• **Material to process**:
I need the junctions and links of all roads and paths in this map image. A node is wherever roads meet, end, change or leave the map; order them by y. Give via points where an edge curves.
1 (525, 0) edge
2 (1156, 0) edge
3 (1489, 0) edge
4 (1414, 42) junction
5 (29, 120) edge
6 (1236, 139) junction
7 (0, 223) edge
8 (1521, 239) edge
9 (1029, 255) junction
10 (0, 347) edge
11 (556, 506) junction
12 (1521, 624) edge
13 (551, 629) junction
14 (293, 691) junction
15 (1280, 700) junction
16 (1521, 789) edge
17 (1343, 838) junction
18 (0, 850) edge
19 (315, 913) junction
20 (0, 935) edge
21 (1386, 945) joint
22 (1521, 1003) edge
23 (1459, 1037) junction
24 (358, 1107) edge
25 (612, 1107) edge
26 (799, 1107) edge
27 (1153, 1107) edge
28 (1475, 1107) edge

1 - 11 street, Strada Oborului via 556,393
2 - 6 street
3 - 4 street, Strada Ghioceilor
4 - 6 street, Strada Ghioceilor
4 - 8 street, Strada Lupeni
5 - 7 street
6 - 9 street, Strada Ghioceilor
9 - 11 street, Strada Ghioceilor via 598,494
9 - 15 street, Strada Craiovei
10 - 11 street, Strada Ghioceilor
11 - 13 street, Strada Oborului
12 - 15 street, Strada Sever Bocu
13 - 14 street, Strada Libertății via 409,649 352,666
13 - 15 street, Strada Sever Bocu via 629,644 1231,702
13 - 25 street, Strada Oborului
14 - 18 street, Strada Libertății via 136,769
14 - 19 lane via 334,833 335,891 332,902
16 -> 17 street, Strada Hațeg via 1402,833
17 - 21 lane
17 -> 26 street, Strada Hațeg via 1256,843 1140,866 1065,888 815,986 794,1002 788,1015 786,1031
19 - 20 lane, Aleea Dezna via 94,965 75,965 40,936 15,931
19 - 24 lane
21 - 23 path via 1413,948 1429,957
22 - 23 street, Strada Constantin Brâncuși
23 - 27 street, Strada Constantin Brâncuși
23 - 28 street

• **What you will do**:
Within the material above, find every line containing the word "Brâncuși" and copy it.

• **Expected answer**:
22 - 23 street, Strada Constantin Brâncuși
23 - 27 street, Strada Constantin Brâncuși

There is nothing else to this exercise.